Sarah is able to fix it and quickly push a commit with the fix, but how can Sarah and Sasha make sure this doesn’t happen again? After all, Sarah had written a test that caught the problem she introduced, and that wasn’t enough to stop the bug from getting in.

No matter how hard Sarah tries, she might forget to run the tests before committing at some point in the future—and Sasha might too. They’re only human, after all!

What Sasha and Sarah need to do is to guarantee that the tests will be run. When you need to guarantee that something happens (and if it’s possible to automate that thing), your best bet is to automate it.

If you rely on humans to do something that always without fail needs to be done, sometimes they’ll make mistakes—which is totally okay, because that’s how humans work! Let humans be good at what humans do, and when you need to guarantee that the same thing is done in the exact same way every time, and happens without fail, use automation.

Takeaway

When you need to guarantee that something happens, use automation. Human beings are not machines, and they’re going to make mistakes and forget to do things. Instead of blaming the person for forgetting to do something, try to find a way to make it so they don’t have to remember.

Trigger on changes to version control

Looking at what led to the User service repo being in an unsafe state, we realize that the point where Sarah went wrong wasn’t when she introduced the bug, or even when she committed it. The problems started when she pushed the broken code to the remote repo:

  1. Sarah writes the buggy code. (a)

  2. Sarah commits the code to her own repo. (b)

  3. Sarah pushes the commit to the GitHub repo. (c)

  4. Sasha tries to use the new code and finds the bug. (d)

(a) Still doing CD; bugs happen!

(b) Still okay. So she forgot to run the tests; it happens.

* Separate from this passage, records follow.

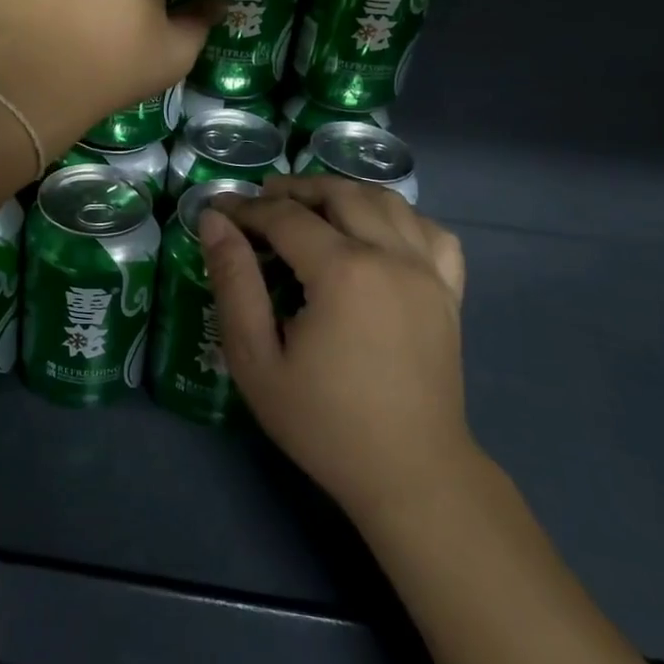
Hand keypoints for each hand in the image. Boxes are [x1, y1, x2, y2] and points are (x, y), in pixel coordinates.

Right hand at [201, 176, 470, 523]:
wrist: (411, 474)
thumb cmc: (324, 421)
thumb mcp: (256, 358)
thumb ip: (233, 282)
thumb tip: (214, 223)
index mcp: (343, 271)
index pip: (286, 216)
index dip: (246, 208)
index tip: (218, 211)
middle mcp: (391, 255)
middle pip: (339, 194)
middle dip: (293, 190)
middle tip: (260, 204)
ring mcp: (428, 271)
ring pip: (385, 200)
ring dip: (342, 192)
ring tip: (311, 207)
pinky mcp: (449, 291)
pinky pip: (430, 230)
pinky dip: (399, 217)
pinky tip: (376, 231)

(c) Now the User service can’t be released safely, and we’re getting further away from CD.

(d) Not only is it unsafe to release: before this, no one knows it's unsafe. It would be totally reasonable to release the software at this point—and so this is where things have really gone wrong.

So what’s the missing piece between steps 3 and 4 that would let Sarah and Sasha do CD?

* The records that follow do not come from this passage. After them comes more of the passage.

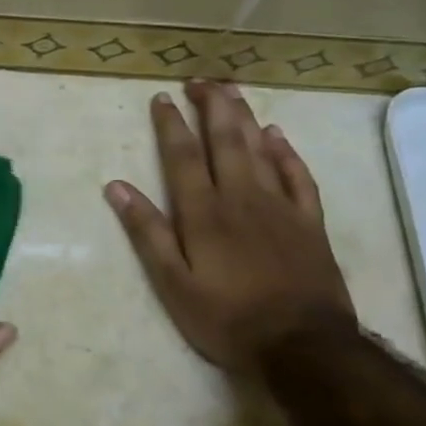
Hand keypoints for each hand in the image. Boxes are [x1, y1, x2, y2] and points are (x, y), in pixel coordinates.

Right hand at [105, 82, 355, 372]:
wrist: (302, 345)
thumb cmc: (226, 318)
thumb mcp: (173, 283)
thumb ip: (147, 232)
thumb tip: (116, 187)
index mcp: (203, 213)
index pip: (182, 157)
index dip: (170, 125)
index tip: (161, 98)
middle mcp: (241, 198)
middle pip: (224, 141)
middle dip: (210, 107)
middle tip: (199, 80)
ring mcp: (280, 207)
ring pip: (259, 149)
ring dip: (243, 117)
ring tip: (231, 91)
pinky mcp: (309, 221)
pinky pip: (297, 175)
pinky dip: (285, 151)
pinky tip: (276, 135)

Can something be done even earlier to stop step 3 from happening at all?

Absolutely! Becoming aware of when problems are introduced is a good first step, but even better is to stop the problems from being introduced at all. This can be done by running pipelines before commits are introduced to the remote main branch. See chapter 7 for more on this.

In chapter 2, you learned an important principle for what to do when breaking changes are introduced:

When the pipeline breaks, stop pushing changes.

But what pipeline? Sasha and Sarah don’t have any kind of pipeline or automation set up at all. They have to rely on manually running tests to figure out when anything is wrong. And that’s the missing piece that Sasha and Sarah need—not just having a pipeline to automate that manual effort and make it reliable, but setting it up to be triggered on changes to the remote repo:

Trigger pipelines on changes to version control.

If Sasha and Sarah had a pipeline that ran the unit tests whenever a change was pushed to the GitHub repo, Sarah would have immediately been notified of the problem she introduced.

Triggering the User service pipeline

Sasha and Sarah create a pipeline. For now, it has just one task to run their unit tests. They set up webhook triggering so that the pipeline will be automatically run every time commits are pushed to the repo in GitHub, and if the pipeline is unsuccessful, an email notification will be sent to both of them.

Now if any breaking changes are introduced, they’ll find out right away. They agree to adopt a policy of dropping everything to fix any breakages that are introduced:

When the pipeline breaks, stop pushing changes.

Where does their pipeline run?

We’re not going to get into the details of the CD system Sasha and Sarah chose; see the appendices at the end of the book for some of the options they considered. Since they’re already using GitHub, GitHub Actions would be a quick and easy way for them to get their pipeline up and running!

Takeaway

Trigger pipelines on changes to version control. Just writing tests isn’t enough; they need to be running regularly. Relying on people to remember to run them manually is error prone. Version control is not just the source of truth for the state of your software; it’s also the jumping-off point for all the CD automation we’ll look at in this book.

Building the User service

Sarah and Sasha now have a (small) pipeline in place that will make sure they know immediately if something breaks. But the User service code isn’t doing them any good unless they’re doing something with it! So far this pipeline has been helping them with the first part of CD:

You can safely deliver changes to your software at any time.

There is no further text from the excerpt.